##### DATA FOR THE TASK #####

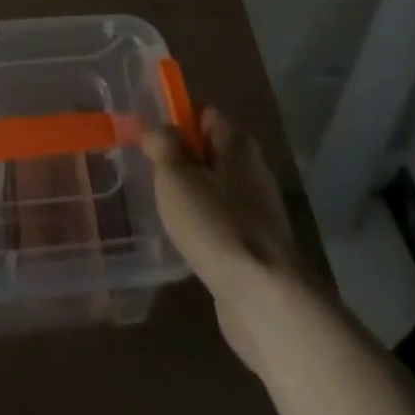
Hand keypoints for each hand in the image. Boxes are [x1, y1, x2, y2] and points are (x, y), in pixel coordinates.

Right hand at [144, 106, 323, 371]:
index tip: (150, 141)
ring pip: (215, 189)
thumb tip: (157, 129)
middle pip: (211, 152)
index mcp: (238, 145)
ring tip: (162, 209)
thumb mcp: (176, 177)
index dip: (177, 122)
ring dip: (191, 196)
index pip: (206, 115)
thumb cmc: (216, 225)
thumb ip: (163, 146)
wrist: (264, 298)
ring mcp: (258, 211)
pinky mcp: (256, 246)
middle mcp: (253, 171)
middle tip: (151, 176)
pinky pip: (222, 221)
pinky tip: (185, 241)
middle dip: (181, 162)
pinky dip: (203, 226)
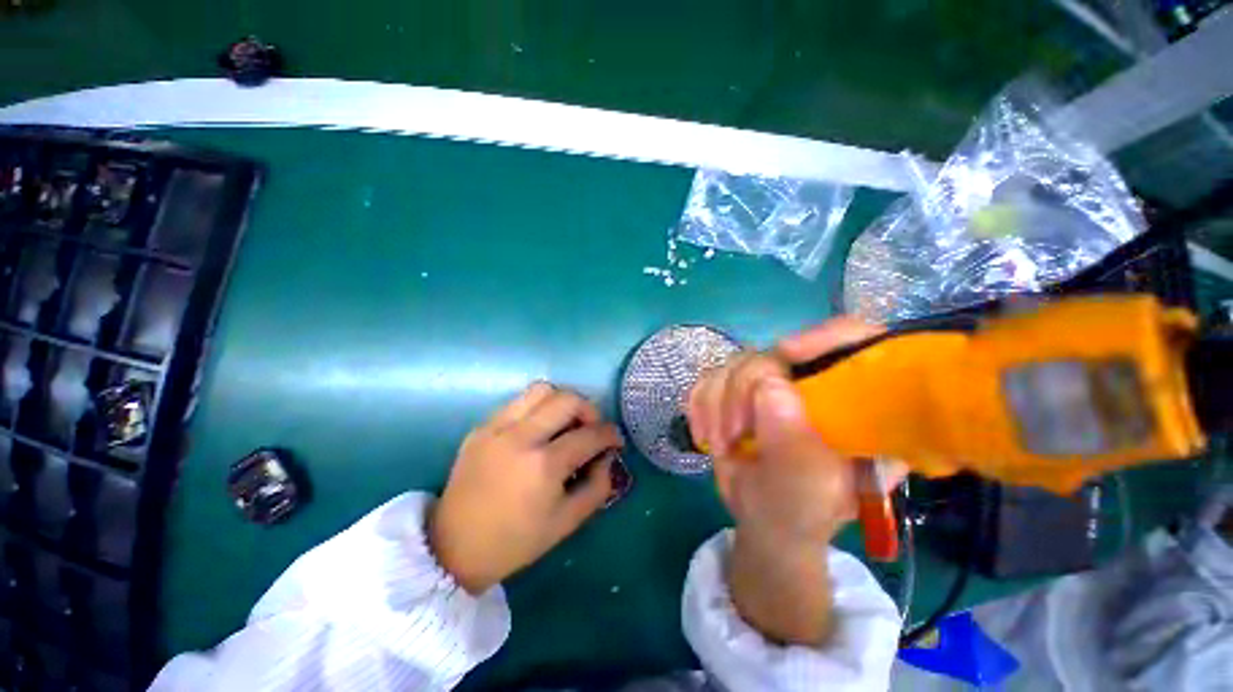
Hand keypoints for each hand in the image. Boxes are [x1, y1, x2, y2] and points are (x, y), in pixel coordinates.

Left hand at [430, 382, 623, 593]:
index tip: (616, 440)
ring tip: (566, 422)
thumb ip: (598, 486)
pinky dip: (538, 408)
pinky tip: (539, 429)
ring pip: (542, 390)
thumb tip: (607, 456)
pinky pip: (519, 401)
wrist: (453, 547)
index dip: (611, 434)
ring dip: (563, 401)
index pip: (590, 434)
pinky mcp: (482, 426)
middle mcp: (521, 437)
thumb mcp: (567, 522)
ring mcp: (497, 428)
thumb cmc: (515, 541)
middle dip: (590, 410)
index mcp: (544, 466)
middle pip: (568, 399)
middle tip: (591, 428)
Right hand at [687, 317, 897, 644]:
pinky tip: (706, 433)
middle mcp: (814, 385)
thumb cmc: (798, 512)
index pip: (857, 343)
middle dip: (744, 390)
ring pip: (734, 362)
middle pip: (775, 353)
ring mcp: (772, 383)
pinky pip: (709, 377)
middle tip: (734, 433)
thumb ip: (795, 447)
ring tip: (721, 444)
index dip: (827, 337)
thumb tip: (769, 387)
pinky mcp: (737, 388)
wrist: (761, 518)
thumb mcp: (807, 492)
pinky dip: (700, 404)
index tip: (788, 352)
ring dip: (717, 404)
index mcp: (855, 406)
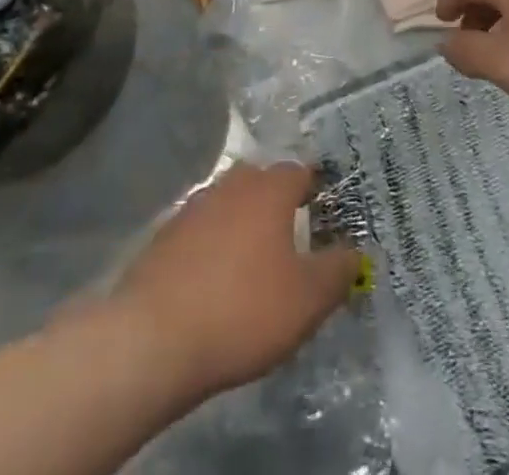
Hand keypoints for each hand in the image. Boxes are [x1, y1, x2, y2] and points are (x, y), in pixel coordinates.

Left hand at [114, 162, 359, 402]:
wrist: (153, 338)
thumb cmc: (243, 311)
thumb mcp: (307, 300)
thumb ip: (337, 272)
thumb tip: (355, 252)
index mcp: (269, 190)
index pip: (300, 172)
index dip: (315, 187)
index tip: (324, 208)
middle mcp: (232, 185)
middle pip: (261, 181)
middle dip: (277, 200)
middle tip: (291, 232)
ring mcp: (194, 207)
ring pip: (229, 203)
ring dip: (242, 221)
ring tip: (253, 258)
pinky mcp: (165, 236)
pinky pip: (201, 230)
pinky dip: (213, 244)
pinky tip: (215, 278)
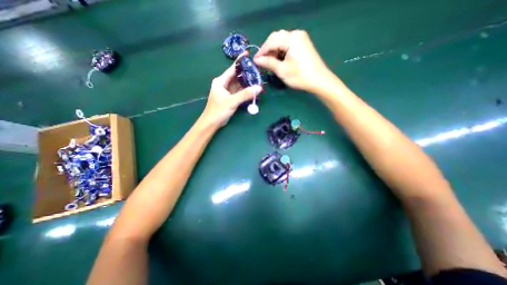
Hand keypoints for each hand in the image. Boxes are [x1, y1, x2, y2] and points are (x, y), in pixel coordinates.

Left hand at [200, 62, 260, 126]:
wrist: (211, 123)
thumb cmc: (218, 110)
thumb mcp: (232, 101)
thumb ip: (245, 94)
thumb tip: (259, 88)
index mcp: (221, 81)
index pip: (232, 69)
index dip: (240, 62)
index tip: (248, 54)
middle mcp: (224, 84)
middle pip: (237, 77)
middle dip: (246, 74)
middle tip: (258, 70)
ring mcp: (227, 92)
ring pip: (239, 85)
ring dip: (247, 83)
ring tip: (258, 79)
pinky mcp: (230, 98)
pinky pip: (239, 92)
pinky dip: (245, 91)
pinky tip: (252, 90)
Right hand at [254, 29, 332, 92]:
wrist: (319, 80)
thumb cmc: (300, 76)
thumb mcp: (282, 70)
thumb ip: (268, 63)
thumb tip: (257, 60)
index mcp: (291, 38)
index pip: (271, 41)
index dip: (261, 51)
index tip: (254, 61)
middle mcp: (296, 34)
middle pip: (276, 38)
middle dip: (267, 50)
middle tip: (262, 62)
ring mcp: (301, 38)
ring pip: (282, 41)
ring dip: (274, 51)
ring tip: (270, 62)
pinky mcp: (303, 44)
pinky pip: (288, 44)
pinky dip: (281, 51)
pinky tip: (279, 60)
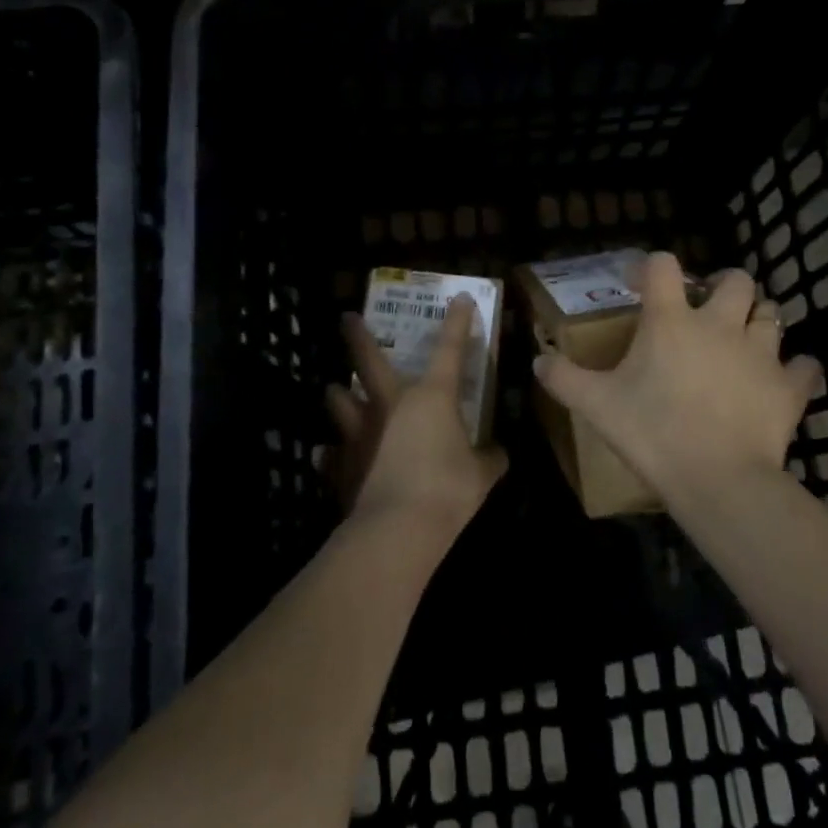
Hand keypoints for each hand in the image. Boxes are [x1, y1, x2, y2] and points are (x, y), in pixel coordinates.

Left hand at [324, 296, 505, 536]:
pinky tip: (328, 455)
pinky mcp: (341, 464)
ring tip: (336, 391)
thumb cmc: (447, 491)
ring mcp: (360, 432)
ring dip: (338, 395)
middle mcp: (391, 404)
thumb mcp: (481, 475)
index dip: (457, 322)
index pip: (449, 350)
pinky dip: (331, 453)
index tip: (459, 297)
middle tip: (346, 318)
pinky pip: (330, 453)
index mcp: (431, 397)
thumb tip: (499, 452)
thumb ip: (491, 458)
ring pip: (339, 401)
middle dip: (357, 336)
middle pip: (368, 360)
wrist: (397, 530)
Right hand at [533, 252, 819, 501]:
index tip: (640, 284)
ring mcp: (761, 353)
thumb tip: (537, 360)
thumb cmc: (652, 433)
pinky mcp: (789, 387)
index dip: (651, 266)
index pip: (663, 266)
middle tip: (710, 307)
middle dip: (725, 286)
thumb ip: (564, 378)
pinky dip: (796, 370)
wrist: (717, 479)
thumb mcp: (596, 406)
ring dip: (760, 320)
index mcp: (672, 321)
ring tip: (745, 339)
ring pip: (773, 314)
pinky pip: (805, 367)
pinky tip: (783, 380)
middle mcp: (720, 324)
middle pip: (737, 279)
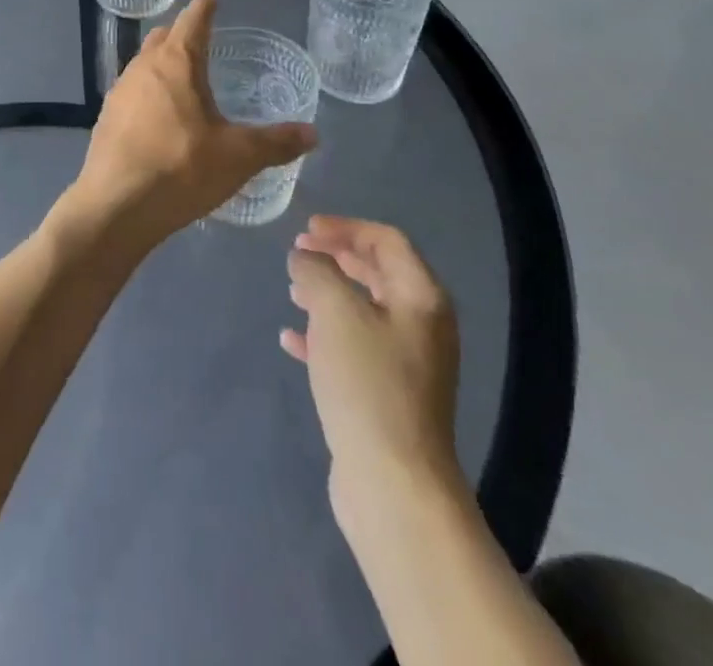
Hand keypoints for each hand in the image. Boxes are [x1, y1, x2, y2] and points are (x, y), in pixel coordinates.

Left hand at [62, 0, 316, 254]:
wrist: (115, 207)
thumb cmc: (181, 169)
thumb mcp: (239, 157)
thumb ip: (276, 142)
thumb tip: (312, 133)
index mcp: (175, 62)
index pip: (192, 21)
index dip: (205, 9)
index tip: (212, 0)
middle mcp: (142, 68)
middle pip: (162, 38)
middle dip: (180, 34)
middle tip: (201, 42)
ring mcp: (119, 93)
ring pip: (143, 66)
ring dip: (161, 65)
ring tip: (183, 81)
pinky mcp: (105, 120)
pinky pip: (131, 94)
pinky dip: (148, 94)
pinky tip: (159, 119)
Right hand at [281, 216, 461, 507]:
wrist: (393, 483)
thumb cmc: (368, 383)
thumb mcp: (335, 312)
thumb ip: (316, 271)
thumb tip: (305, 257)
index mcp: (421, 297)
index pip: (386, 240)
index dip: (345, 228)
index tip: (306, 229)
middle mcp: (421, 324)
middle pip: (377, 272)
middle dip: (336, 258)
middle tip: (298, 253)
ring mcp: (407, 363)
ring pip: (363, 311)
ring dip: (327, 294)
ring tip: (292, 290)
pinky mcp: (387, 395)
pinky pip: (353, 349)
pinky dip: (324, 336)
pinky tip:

#####

Copy the listing above exactly, minus the pictures.

RESPONSE AREA:
Hand keypoints for each hand in the image. Boxes are [x1, y1, x2, y2] and points are (x, y), in pixel coordinates.

Right hand at [144, 106, 323, 371]:
index tip: (150, 141)
ring pip: (215, 189)
thumb tip: (157, 129)
middle pip: (211, 152)
index mcp: (238, 145)
ring tip: (162, 209)
thumb mcp: (176, 177)
index dip: (177, 122)
ring dip: (191, 196)
index pip: (206, 115)
thumb cmc: (216, 225)
thumb ip: (163, 146)
wrist: (264, 298)
ring mcp: (258, 211)
pinky mcp: (256, 246)
middle mcp: (253, 171)
middle tip: (151, 176)
pinky pip: (222, 221)
pinky tip: (185, 241)
middle dip: (181, 162)
pinky dip: (203, 226)
Hand keypoints for each hand in the image. Boxes are [x1, y1, x2, y2] and points are (x, y), in pixel coordinates.

Left hand at [430, 382, 623, 593]:
index tip: (616, 440)
ring tip: (566, 422)
thumb ip: (598, 486)
pinky dip: (538, 408)
pinky tip: (539, 429)
ring pip: (542, 390)
thumb tip: (607, 456)
pinky pip: (519, 401)
wrist: (453, 547)
index dip: (611, 434)
ring dip: (563, 401)
index pip: (590, 434)
pinky mcp: (482, 426)
middle mcp: (521, 437)
thumb mcp: (567, 522)
ring mcp: (497, 428)
thumb cmc: (515, 541)
middle dip: (590, 410)
index mcp: (544, 466)
middle pip: (568, 399)
middle tip: (591, 428)
Right hand at [687, 317, 897, 644]:
pinky tip: (706, 433)
middle mcp: (814, 385)
thumb cmc: (798, 512)
index pip: (857, 343)
middle dip: (744, 390)
ring pip: (734, 362)
middle pip: (775, 353)
ring mcp: (772, 383)
pinky pip: (709, 377)
middle tip: (734, 433)
thumb ip: (795, 447)
ring tip: (721, 444)
index dip: (827, 337)
thumb tip: (769, 387)
pinky mcp: (737, 388)
wrist: (761, 518)
thumb mcp: (807, 492)
pinky dip: (700, 404)
index tip: (788, 352)
ring dip: (717, 404)
index mcp: (855, 406)
Hand keypoints for each hand in the image. Boxes are [x1, y1, x2, y2] and points are (x, y), in pixel coordinates.

Left hand at [114, 162, 359, 402]:
wrist: (153, 338)
thumb cmc: (243, 311)
thumb mcp: (307, 300)
thumb ip: (337, 272)
thumb tip: (355, 252)
index mcp: (269, 190)
index pip: (300, 172)
index dip: (315, 187)
index tip: (324, 208)
middle mcp: (232, 185)
middle pip: (261, 181)
middle dip: (277, 200)
middle tip: (291, 232)
ring mcp: (194, 207)
ring pip: (229, 203)
ring dip: (242, 221)
ring tip: (253, 258)
pinky mcp: (165, 236)
pinky pip: (201, 230)
pinky dip: (213, 244)
pinky tip: (215, 278)
Hand keypoints for each hand in the image. Boxes are [x1, y1, x2, y2] and points are (x, y), in pixel coordinates.

Left hand at [200, 62, 260, 126]:
wrist: (211, 123)
thumb cmc: (218, 110)
thumb mcp: (232, 101)
thumb ip: (245, 94)
thumb tip: (259, 88)
index mcp: (221, 81)
index pip: (232, 69)
index dip: (240, 62)
index tip: (248, 54)
middle mcp: (224, 84)
middle pip: (237, 77)
middle dip: (246, 74)
middle tip: (258, 70)
ring mcp: (227, 92)
ring pip: (239, 85)
ring dip: (247, 83)
ring tip: (258, 79)
pinky mcp: (230, 98)
pinky pip: (239, 92)
pinky dip: (245, 91)
pinky tip: (252, 90)
Right hand at [254, 29, 332, 92]:
wrist: (319, 80)
thumb cmc: (300, 76)
thumb mcp: (282, 70)
thumb ip: (268, 63)
thumb tip: (257, 60)
index mcp: (291, 38)
index pip: (271, 41)
index dip: (261, 51)
index tip: (254, 61)
middle mcp: (296, 34)
middle pip: (276, 38)
middle dip: (267, 50)
middle tip: (262, 62)
ring mcp: (301, 38)
ring pip: (282, 41)
ring dip: (274, 51)
ring tip: (270, 62)
pinky mcp: (303, 44)
pinky pip: (288, 44)
pinky dip: (281, 51)
pinky tip: (279, 60)
Hand keypoints for each hand in the image. Boxes are [x1, y1, x2, y2] and points are (x, y), in pixel coordinates.

Left hand at [324, 296, 505, 536]:
pinky tip: (328, 455)
pinky mcp: (341, 464)
ring tip: (336, 391)
thumb cmc: (447, 491)
ring mcp: (360, 432)
ring dip: (338, 395)
middle mcp: (391, 404)
thumb mcp: (481, 475)
index dip: (457, 322)
index pip: (449, 350)
pinky dip: (331, 453)
index tip: (459, 297)
middle tip: (346, 318)
pinky pip: (330, 453)
index mcp: (431, 397)
thumb tip: (499, 452)
thumb ip: (491, 458)
ring pip: (339, 401)
middle dip: (357, 336)
middle pip: (368, 360)
wrist: (397, 530)
Right hand at [533, 252, 819, 501]:
index tip: (640, 284)
ring mcp: (761, 353)
thumb tip: (537, 360)
thumb cmc: (652, 433)
pinky mcp: (789, 387)
index dip: (651, 266)
index pip: (663, 266)
middle tip: (710, 307)
middle dip: (725, 286)
thumb ip: (564, 378)
pinky dip: (796, 370)
wrist: (717, 479)
thumb mcp: (596, 406)
ring dip: (760, 320)
index mcp: (672, 321)
ring tip: (745, 339)
ring pip: (773, 314)
pinky pip: (805, 367)
pinky tip: (783, 380)
middle mcp: (720, 324)
middle pip: (737, 279)
Hand keypoints for each hand in the image. Boxes are [x1, y1, x2, y2] and points are (x, y), in pixel coordinates.

Left hand at [62, 0, 316, 254]:
wrist: (115, 207)
thumb cmc: (181, 169)
thumb mcp: (239, 157)
thumb ip: (276, 142)
thumb tip: (312, 133)
index mcp: (175, 62)
index pip: (192, 21)
index dip: (205, 9)
index tip: (212, 0)
middle mcp: (142, 68)
middle pip: (162, 38)
middle dip: (180, 34)
middle tip: (201, 42)
ring mcp: (119, 93)
ring pip: (143, 66)
ring dip: (161, 65)
ring tip: (183, 81)
pinky mcp: (105, 120)
pinky pip: (131, 94)
pinky dip: (148, 94)
pinky tip: (159, 119)
Right hand at [281, 216, 461, 507]:
wrist: (393, 483)
thumb cmc: (368, 383)
thumb mcp: (335, 312)
thumb ip: (316, 271)
thumb tip: (305, 257)
index mcp: (421, 297)
index pip: (386, 240)
index dip: (345, 228)
index tip: (306, 229)
middle mcp: (421, 324)
middle pip: (377, 272)
middle dip: (336, 258)
middle tip: (298, 253)
ring mcp: (407, 363)
ring pip: (363, 311)
ring dip: (327, 294)
ring tip: (292, 290)
pinky mcp: (387, 395)
pinky pip: (353, 349)
pinky dip: (324, 336)
pinky tip:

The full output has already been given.